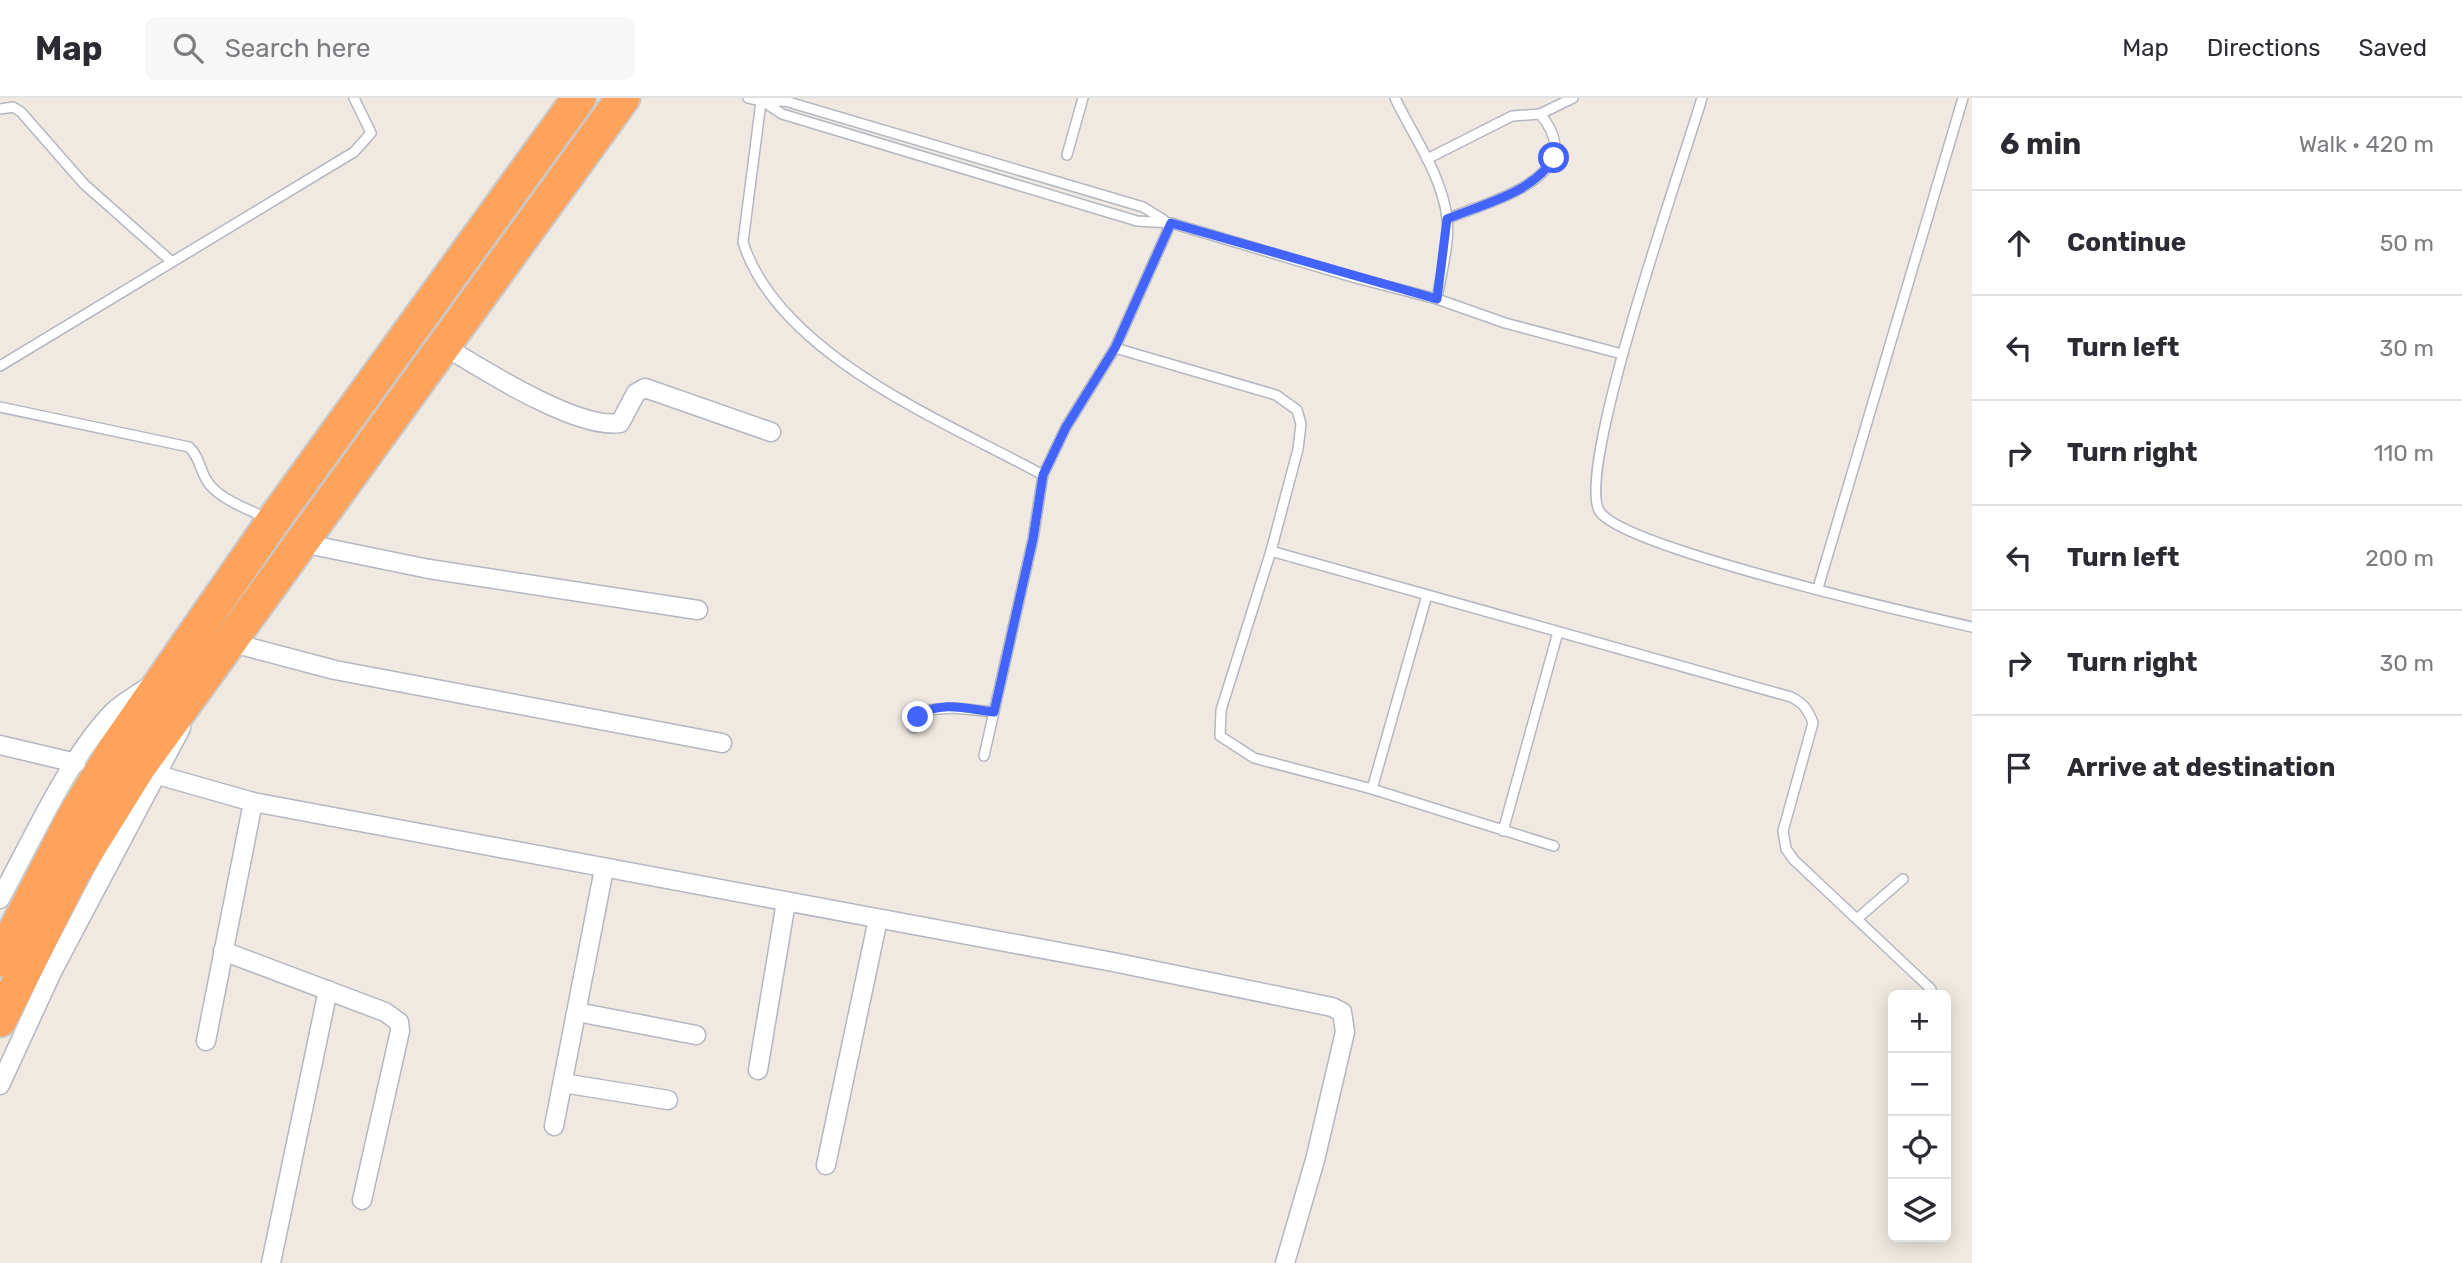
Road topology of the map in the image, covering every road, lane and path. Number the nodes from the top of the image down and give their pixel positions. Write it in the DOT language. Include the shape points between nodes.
graph roads {
  1 [pos="354,98"];
  2 [pos="579,98"];
  3 [pos="623,98"];
  4 [pos="748,98"];
  5 [pos="1083,98"];
  6 [pos="1395,98"];
  7 [pos="1573,98"];
  8 [pos="1702,98"];
  9 [pos="1963,98"];
  10 [pos="763,102"];
  11 [pos="0,109"];
  12 [pos="1540,114"];
  13 [pos="1067,155"];
  14 [pos="1427,159"];
  15 [pos="1447,219"];
  16 [pos="1168,222"];
  17 [pos="172,262"];
  18 [pos="1437,299"];
  19 [pos="444,346"];
  20 [pos="1115,348"];
  21 [pos="1622,354"];
  22 [pos="0,366"];
  23 [pos="0,407"];
  24 [pos="771,432"];
  25 [pos="1043,475"];
  26 [pos="273,522"];
  27 [pos="302,543"];
  28 [pos="1271,551"];
  29 [pos="1818,588"];
  30 [pos="1427,595"];
  31 [pos="698,610"];
  32 [pos="1972,628"];
  33 [pos="1558,632"];
  34 [pos="229,642"];
  35 [pos="182,680"];
  36 [pos="994,712"];
  37 [pos="913,728"];
  38 [pos="722,743"];
  39 [pos="0,745"];
  40 [pos="984,757"];
  41 [pos="76,763"];
  42 [pos="158,775"];
  43 [pos="1372,789"];
  44 [pos="253,802"];
  45 [pos="1503,831"];
  46 [pos="1554,846"];
  47 [pos="604,869"];
  48 [pos="1903,879"];
  49 [pos="0,899"];
  50 [pos="786,902"];
  51 [pos="1858,918"];
  52 [pos="878,919"];
  53 [pos="223,951"];
  54 [pos="0,960"];
  55 [pos="1931,989"];
  56 [pos="328,990"];
  57 [pos="577,1013"];
  58 [pos="0,1020"];
  59 [pos="696,1035"];
  60 [pos="206,1041"];
  61 [pos="758,1070"];
  62 [pos="563,1083"];
  63 [pos="0,1085"];
  64 [pos="668,1100"];
  65 [pos="554,1126"];
  66 [pos="826,1165"];
  67 [pos="362,1200"];
  68 [pos="271,1263"];
  69 [pos="1285,1263"];
  1 -- 17 [label="lane" via="368,121 371,133 366,142"];
  2 -- 26 [label="highway"];
  3 -- 19 [label="highway"];
  4 -- 10 [label="lane"];
  5 -- 13 [label="lane"];
  6 -- 14 [label="lane"];
  7 -- 12 [label="lane"];
  8 -- 21 [label="lane"];
  9 -- 29 [label="lane"];
  10 -- 16 [label="lane" via="782,114 1137,221"];
  10 -- 16 [label="lane" via="785,101 1130,203"];
  10 -- 25 [label="lane" via="743,242 748,259 787,316 821,348 866,379"];
  11 -- 17 [label="lane" via="13,107 21,112 84,184"];
  12 -- 14 [label="lane" via="1512,116"];
  12 -- 15 [label="lane" via="1555,140 1554,158 1547,170 1526,187"];
  14 -- 15 [label="lane"];
  15 -- 18 [label="lane"];
  16 -- 18 [label="lane"];
  16 -- 20 [label="lane"];
  17 -- 22 [label="lane"];
  18 -- 21 [label="lane" via="1505,323"];
  19 -- 24 [label="street" via="529,396 602,423 620,423 636,393 645,388"];
  19 -- 27 [label="highway"];
  20 -- 25 [label="lane" via="1066,427"];
  20 -- 28 [label="lane" via="1276,395 1297,410 1301,424 1298,449"];
  21 -- 29 [label="lane" via="1594,478 1597,509 1608,522 1648,540"];
  23 -- 26 [label="lane" via="189,447 216,491"];
  25 -- 36 [label="lane"];
  26 -- 35 [label="highway"];
  27 -- 31 [label="street" via="429,569"];
  27 -- 34 [label="highway"];
  28 -- 30 [label="lane"];
  28 -- 43 [label="lane" via="1221,710 1220,736 1254,758"];
  29 -- 32 [label="lane"];
  30 -- 33 [label="lane"];
  30 -- 43 [label="lane"];
  33 -- 45 [label="lane"];
  33 -- 51 [label="lane" via="1801,702 1813,723 1784,841 1794,860"];
  34 -- 35 [label="highway"];
  34 -- 38 [label="street" via="335,670"];
  35 -- 41 [label="street" via="114,710"];
  35 -- 42 [label="street" via="176,741"];
  35 -- 54 [label="highway" via="92,783"];
  35 -- 58 [label="highway" via="38,940"];
  36 -- 37 [label="lane" via="935,708 925,710"];
  36 -- 40 [label="lane"];
  39 -- 41 [label="street"];
  41 -- 49 [label="street"];
  42 -- 44 [label="street"];
  42 -- 63 [label="street" via="83,911"];
  43 -- 45 [label="lane"];
  44 -- 47 [label="street"];
  44 -- 53 [label="street"];
  45 -- 46 [label="lane"];
  47 -- 50 [label="street"];
  47 -- 57 [label="street"];
  48 -- 51 [label="lane"];
  50 -- 52 [label="street"];
  50 -- 61 [label="street"];
  51 -- 55 [label="lane"];
  52 -- 66 [label="street"];
  52 -- 69 [label="street" via="1113,962 1342,1012 1345,1032 1331,1097"];
  53 -- 56 [label="street"];
  53 -- 60 [label="street"];
  56 -- 67 [label="street" via="395,1016 399,1022"];
  56 -- 68 [label="street"];
  57 -- 59 [label="street"];
  57 -- 62 [label="street"];
  62 -- 64 [label="street"];
  62 -- 65 [label="street"];
}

|---|

- Task requirements -
Copy out, from the listing above, every line that contains the word "highway".

- Result -
  2 -- 26 [label="highway"];
  3 -- 19 [label="highway"];
  19 -- 27 [label="highway"];
  26 -- 35 [label="highway"];
  27 -- 34 [label="highway"];
  34 -- 35 [label="highway"];
  35 -- 54 [label="highway" via="92,783"];
  35 -- 58 [label="highway" via="38,940"];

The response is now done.